A Medical Device Daily
Cleveland Medical Devices (CleveMed) said it has been awarded $1.5 million in NIH SBIR Phase II Continuation funding from the National Institute of Neurological Disorders and Stroke (NINDS) of the National Institutes of Health. The grant will fund further development and clinical validation of Kinesia, a quantitative motor assessment system for evaluating Parkinson's disease symptom severity.
The initiative includes a large multi-center clinical trial with University Hospitals of Cleveland, the University of Cincinnati, and The Clinical Neuroscience Center (Detroit, Michigan) as the participating centers. According to CleveMed, the trial will aid in development of Kinesia for continuous symptom monitoring in patients' homes, as well as further validate the correlation between the device and the Unified Parkinson's Disease Rating Scale (UPDRS).
CleveMed describes Kinesia as a compact lightweight system worn on a patient's wrist and hand, designed to monitor 3-D motion and electrical muscle activity (EMG) to quantify the severity of Parkinson's disease symptoms, such as tremor, bradykinesia (slowed movements) and dyskinesias (wild, involuntary movements). Patients follow on-screen video instruction while data is wirelessly transmitted to a computer.
"Objective quantification of Parkinson's disease symptoms such as tremor, bradykinesia, and dyskinesias is important in light of new pharmaceutical trials and novel therapies such as deep brain stimulation," said Alberto Espay, MD, a neurologist at the University of Cincinnati Movement Disorders Center. "The technology should prove useful for quantifying symptoms in-clinic and tracking symptom fluctuation patterns at patients' homes to more effectively modulate treatments, ultimately improving quality of life for individuals with Parkinson's disease."
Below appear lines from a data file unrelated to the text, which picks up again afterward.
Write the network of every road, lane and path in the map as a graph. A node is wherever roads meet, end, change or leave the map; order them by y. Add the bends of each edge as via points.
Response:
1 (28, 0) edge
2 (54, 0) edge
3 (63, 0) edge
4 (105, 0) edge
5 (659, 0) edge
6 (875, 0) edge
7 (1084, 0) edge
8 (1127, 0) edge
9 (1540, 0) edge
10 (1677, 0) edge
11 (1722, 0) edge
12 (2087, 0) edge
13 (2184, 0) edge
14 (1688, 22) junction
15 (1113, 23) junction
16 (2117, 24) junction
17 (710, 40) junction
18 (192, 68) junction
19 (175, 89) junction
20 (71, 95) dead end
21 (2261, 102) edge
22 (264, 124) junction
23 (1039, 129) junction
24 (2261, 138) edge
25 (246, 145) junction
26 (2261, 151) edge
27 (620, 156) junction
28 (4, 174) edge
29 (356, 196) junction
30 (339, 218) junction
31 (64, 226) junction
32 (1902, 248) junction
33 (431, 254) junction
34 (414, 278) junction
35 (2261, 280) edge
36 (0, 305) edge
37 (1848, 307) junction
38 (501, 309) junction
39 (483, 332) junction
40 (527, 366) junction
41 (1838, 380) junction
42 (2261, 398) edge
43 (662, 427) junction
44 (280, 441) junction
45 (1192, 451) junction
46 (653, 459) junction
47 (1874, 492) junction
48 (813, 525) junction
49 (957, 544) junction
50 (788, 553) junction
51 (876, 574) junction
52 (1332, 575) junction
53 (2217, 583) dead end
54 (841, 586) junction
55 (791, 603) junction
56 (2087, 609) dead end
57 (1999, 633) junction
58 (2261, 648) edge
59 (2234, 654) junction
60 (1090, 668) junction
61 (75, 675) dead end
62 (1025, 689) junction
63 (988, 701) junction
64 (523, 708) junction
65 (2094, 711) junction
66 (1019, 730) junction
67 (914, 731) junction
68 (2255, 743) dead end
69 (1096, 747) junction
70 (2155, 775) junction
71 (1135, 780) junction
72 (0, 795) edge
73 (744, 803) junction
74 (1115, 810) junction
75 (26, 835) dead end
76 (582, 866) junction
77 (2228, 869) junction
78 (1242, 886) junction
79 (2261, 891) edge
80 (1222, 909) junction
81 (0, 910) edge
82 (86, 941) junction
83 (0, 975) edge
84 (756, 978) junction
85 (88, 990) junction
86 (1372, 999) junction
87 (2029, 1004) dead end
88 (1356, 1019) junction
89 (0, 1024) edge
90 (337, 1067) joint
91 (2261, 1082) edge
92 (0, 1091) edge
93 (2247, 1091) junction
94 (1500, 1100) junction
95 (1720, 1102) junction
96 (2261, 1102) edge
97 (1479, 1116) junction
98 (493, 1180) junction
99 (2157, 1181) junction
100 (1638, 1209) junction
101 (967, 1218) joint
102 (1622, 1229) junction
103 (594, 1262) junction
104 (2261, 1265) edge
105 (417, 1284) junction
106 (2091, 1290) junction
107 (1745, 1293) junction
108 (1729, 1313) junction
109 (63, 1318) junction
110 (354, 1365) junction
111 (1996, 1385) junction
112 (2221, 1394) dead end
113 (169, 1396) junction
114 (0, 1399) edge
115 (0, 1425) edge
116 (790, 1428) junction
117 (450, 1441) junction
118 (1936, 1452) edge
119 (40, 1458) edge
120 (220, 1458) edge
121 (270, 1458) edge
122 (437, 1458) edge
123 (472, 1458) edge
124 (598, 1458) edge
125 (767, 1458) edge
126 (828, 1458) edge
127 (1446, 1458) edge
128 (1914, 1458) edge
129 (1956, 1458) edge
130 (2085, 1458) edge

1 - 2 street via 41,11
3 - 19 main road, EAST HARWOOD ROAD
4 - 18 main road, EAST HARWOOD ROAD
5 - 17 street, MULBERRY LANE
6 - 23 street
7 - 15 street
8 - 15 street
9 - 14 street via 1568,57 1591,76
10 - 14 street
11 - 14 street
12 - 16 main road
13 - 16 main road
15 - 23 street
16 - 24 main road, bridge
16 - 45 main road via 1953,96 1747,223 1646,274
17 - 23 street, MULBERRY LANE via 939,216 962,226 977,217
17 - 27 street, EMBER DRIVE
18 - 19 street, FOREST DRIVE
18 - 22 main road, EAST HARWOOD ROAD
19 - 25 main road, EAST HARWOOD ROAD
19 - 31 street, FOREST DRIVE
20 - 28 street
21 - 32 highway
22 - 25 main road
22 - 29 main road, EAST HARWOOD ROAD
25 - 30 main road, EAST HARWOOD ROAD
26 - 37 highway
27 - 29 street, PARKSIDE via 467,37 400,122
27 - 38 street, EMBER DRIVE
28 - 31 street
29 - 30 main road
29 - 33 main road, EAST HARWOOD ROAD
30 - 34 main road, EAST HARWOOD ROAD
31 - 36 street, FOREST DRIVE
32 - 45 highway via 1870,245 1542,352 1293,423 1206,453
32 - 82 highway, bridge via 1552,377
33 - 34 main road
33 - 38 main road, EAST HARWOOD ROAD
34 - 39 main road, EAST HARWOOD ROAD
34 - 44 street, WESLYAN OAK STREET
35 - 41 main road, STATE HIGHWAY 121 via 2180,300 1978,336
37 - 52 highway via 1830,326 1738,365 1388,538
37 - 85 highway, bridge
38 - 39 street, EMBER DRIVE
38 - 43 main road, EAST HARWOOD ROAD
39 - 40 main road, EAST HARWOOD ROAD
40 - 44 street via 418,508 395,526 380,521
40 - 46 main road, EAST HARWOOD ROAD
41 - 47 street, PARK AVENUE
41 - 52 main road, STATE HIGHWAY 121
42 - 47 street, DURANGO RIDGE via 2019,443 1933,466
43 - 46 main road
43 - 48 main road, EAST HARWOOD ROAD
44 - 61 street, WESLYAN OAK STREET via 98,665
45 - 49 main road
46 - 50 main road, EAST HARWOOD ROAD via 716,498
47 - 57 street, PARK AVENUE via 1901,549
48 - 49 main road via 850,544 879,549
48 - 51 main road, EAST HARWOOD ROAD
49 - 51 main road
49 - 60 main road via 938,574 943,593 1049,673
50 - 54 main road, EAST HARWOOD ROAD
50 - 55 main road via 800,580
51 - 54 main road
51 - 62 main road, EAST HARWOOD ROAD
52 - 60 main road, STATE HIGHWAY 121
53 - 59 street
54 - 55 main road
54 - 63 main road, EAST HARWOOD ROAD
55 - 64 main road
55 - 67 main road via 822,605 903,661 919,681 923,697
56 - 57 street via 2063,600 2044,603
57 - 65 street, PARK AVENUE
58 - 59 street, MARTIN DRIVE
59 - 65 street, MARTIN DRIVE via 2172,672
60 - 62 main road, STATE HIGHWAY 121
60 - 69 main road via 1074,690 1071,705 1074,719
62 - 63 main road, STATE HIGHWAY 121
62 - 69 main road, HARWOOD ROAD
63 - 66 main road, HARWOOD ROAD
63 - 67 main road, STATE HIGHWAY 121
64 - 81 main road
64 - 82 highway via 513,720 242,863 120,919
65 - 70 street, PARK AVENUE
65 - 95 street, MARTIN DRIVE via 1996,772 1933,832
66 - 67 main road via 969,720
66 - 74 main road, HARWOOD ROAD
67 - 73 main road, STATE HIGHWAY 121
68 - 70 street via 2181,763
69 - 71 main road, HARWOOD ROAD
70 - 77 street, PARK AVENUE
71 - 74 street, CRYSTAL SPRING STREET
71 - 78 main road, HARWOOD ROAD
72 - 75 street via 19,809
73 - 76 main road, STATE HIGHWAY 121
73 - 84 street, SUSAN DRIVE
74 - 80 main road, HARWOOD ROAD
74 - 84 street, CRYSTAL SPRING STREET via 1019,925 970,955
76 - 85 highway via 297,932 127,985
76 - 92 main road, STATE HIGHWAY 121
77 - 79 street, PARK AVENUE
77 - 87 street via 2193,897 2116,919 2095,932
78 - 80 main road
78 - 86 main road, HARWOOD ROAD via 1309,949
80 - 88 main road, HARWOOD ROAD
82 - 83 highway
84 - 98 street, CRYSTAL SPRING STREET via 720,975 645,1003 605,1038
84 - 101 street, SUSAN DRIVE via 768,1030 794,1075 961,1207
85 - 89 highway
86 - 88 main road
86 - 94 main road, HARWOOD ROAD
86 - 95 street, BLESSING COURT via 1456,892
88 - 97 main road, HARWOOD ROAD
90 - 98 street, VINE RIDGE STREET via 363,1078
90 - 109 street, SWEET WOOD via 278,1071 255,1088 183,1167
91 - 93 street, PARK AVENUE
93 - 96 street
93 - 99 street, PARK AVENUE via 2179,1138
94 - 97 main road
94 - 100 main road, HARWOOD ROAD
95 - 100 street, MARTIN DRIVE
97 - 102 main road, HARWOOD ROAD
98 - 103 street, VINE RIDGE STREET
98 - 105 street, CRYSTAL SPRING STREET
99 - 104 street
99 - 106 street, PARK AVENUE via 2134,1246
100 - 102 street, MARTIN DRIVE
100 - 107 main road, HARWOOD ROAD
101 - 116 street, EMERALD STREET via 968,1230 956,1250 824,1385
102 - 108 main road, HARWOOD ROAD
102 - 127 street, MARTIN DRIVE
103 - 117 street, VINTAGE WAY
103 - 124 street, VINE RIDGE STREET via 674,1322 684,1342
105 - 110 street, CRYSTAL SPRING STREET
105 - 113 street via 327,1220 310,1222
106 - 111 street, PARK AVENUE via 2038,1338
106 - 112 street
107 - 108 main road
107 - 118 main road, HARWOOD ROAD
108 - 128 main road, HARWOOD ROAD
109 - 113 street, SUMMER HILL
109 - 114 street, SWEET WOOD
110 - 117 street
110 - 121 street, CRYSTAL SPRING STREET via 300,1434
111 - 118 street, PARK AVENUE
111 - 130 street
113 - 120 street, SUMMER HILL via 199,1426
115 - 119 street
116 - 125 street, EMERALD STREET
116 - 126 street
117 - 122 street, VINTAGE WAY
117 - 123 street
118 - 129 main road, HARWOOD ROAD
A previous clinical study involving 60 Parkinson's patients showed good correlation between Kinesia and the UPDRS, CleveMed noted. The UPDRS, a subjective assessment scale, is the current standard in rating Parkinson's symptom severity.
"Kinesia is being developed as a standardized platform to measure motor symptoms and meets the clinical need for quantifying and tracking symptoms more objectively," said Joseph Giuffrida, PhD, director of CleveMed's division of Movement Disorders. "Using Kinesia with the UPDRS will give clinicians detailed information for basing treatment options, such as medication dosage and timing." This funding will be used to upgrade the system for home use, further validate correlations between Kinesia and the UPDRS and demonstrate efficacy of home monitoring over longer periods of time, such as days, weeks or months, instead of just the snapshot that clinicians see in a typical office exam.
CleveMed develops wireless monitoring systems for high growth neurology and rehabilitation applications, including brain monitoring, sleep disorders and movement disorders.
In contract news, Nightingale Informax (Markham, Ontario) said it has signed a three-year, $3.1 million revenue cycle management contract with Harbor Hospital (Baltimore), a 203-bed hospital with 52 employed physicians and an affiliated network of more than 200 active physicians.
The initial term of the agreement is three years, with an option to renew. Nightingale will receive payment, on a recurring monthly basis, totaling $3.1 million over the initial three-year term of the contract.